Problems dynamically updating xul hierarchical trees
DOM (Document Object Model) events allow event-driven programming languages like Java Script, JScript, ECMAScript, VBScript and Java to register various event handlers or listeners on the element nodes inside a DOM tree, such as in HTML, XHTML, XUL and SVG documents.Historically, like DOM, the event models used by various web browsers had some significant differences. To combat this, the event model was standardized by the World Wide Web Consortium (W3C) in DOM Level 2.Fires when the user agent finishes loading all content within a document, including window, frames, objects and images For elements, it fires when the target element and all of its content has finished loading Note that the events whose names start with “DOM” are currently not well supported, and for this and other performance reasons are deprecated by the W3C in DOM Level 3.
Chrome and Safari support these events, except for DOMAttr Modified.
Web browsers running on touch-enabled devices, such as Apple's i OS and Google's Android, generate additional events.
A user agent must dispatch this event type to indicate when a Touch Point has been disrupted in an implementation-specific manner, such as by moving outside the bounds of the UA window.

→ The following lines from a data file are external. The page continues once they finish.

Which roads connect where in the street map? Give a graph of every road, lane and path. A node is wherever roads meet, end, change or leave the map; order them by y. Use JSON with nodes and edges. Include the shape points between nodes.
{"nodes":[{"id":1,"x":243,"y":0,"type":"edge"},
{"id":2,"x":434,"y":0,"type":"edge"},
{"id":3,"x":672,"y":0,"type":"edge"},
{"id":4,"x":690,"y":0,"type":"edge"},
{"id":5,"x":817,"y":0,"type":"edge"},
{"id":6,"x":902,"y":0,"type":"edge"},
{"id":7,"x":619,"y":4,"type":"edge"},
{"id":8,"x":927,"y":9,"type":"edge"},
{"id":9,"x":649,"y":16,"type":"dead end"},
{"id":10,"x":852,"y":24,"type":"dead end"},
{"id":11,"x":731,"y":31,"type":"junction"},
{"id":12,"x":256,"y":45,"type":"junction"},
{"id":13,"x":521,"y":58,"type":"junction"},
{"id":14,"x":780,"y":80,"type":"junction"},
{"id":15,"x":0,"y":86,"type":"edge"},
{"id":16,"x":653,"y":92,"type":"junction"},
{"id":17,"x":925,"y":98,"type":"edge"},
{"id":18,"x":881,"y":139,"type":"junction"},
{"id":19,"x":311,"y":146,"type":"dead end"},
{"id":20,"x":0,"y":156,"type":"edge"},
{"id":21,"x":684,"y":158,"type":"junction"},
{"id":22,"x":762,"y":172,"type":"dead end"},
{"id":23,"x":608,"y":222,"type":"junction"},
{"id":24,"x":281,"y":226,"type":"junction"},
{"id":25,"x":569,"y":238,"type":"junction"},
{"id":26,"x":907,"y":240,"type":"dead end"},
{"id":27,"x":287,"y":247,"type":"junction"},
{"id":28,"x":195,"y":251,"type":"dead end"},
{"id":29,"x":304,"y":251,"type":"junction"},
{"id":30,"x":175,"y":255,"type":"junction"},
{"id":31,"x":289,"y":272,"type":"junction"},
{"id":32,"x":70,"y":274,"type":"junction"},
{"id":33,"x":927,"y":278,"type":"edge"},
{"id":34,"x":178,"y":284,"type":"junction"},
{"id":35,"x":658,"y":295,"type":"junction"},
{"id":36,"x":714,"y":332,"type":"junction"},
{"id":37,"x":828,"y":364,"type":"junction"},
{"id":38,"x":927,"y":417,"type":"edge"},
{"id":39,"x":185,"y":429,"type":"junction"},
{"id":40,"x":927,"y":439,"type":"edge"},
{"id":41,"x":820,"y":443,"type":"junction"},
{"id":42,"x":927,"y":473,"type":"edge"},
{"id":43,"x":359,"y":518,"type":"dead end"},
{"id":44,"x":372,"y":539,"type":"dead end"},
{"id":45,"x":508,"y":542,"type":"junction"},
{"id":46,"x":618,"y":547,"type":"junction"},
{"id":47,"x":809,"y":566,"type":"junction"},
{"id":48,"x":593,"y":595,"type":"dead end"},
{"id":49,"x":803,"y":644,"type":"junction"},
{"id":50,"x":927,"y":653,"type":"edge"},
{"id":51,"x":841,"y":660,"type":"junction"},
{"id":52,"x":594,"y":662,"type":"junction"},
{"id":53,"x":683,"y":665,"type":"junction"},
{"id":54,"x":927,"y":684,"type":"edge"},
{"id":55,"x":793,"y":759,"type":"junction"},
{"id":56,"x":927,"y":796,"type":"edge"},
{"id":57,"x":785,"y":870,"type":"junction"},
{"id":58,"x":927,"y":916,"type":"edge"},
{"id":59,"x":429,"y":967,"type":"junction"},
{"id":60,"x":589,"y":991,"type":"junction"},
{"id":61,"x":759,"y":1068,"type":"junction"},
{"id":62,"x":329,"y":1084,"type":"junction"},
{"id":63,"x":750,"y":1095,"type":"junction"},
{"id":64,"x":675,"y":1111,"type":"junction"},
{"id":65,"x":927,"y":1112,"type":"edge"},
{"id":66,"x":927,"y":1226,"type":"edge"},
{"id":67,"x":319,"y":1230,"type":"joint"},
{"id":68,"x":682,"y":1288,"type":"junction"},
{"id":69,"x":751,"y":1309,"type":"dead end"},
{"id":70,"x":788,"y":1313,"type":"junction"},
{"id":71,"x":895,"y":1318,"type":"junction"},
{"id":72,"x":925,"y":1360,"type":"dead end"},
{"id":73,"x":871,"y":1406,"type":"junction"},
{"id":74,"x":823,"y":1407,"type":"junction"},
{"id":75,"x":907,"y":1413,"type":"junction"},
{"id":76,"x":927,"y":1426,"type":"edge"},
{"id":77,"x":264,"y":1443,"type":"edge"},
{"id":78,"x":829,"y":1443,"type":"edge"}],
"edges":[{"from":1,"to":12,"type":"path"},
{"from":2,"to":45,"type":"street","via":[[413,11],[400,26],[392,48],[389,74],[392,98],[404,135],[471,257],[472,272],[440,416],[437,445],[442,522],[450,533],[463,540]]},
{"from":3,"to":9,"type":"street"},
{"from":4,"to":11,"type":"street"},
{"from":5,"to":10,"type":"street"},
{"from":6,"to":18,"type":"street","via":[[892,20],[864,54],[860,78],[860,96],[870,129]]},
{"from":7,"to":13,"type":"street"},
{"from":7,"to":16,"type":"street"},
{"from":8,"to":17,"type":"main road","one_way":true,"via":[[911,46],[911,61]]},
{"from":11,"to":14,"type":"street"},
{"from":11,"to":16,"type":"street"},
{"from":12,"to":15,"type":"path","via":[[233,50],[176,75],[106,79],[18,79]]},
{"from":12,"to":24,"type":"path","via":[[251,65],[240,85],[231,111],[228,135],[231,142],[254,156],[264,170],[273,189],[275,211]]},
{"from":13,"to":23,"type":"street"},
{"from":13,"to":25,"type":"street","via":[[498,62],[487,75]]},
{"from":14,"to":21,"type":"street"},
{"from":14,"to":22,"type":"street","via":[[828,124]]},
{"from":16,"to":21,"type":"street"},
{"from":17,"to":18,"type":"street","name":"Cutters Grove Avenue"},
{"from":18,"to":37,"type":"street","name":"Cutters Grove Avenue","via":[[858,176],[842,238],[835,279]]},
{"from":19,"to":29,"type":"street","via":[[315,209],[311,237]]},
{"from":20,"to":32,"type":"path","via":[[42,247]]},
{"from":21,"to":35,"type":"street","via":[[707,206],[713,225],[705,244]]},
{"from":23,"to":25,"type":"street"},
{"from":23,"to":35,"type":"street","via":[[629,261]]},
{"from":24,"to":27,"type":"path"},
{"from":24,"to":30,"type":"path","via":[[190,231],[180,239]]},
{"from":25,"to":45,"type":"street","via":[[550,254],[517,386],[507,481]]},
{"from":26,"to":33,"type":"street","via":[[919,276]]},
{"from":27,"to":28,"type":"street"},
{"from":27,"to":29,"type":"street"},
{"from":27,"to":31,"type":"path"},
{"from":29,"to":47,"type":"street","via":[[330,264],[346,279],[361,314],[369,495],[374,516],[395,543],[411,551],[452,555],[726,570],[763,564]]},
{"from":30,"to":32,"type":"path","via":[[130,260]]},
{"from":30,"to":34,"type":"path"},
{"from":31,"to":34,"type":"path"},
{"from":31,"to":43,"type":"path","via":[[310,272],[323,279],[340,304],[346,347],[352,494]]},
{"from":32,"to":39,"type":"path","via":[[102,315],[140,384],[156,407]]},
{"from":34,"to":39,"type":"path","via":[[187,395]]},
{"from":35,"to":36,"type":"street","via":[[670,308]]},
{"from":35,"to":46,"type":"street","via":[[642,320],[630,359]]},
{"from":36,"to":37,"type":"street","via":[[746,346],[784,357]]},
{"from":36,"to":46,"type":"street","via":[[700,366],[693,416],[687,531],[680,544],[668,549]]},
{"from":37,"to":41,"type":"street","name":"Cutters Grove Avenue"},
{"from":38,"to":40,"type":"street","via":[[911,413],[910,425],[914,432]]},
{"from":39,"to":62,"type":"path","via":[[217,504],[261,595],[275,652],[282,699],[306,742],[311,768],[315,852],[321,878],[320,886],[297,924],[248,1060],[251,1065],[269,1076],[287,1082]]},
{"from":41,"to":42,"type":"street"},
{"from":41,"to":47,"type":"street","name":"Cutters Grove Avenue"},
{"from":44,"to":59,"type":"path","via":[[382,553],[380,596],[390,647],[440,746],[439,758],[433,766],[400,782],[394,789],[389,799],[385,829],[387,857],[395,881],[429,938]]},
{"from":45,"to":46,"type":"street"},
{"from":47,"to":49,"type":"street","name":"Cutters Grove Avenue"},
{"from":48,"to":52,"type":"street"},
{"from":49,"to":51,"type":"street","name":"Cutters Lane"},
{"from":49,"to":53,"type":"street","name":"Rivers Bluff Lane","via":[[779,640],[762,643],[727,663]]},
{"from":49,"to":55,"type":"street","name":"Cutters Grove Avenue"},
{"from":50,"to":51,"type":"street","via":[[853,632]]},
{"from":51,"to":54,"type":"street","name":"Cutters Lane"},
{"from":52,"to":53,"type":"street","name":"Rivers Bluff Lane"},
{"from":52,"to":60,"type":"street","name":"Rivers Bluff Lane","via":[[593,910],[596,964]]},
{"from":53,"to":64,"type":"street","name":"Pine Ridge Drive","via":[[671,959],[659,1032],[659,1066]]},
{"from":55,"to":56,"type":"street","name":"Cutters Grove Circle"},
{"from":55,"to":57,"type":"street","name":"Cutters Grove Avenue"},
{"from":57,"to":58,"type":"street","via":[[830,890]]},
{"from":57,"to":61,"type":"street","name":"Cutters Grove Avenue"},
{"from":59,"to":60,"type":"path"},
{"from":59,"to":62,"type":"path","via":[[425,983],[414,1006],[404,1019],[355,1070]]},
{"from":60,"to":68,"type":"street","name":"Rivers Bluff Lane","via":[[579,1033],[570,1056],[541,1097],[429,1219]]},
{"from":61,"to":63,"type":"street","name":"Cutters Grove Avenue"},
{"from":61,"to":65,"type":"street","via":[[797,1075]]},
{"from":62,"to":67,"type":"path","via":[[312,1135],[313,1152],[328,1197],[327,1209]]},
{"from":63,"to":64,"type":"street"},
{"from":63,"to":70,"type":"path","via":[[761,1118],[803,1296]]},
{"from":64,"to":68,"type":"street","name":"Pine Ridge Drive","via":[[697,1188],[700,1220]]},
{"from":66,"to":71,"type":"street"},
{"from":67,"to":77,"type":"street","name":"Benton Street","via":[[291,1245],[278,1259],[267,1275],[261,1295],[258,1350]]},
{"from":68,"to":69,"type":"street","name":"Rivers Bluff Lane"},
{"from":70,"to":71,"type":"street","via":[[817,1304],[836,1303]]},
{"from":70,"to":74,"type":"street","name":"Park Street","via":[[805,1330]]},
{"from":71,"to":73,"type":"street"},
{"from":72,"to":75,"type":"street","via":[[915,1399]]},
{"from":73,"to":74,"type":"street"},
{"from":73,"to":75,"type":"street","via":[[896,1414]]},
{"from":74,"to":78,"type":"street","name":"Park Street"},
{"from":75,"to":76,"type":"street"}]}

A user agent may also dispatch this event type when the user places more touch points (The coordinate point at which a pointer (e.g.
finger or stylus) intersects the target surface of an interface) on the touch surface than the device or implementation is configured to store, in which case the earliest Touch Point object in the Touch List should be removed.
Web browsers on devices with various types of input devices including mouse, touch panel, and pen may generate integrated input events.
Users can see what type of input device is pressed, what button is pressed on that device, and how strongly the button is pressed when it comes to a stylus pen.
As of October 2013, this event is only supported by Internet Explorer 10 and 11.
Not yet really implemented, the Indie UI working groups want to help web application developers to be able to support standard user interaction events without having to handle different platform specific technical events that could match with it.
Scripting usable interfaces can be difficult, especially when one considers that user interface design patterns differ across software platforms, hardware, and locales, and that those interactions can be further customized based on personal preference.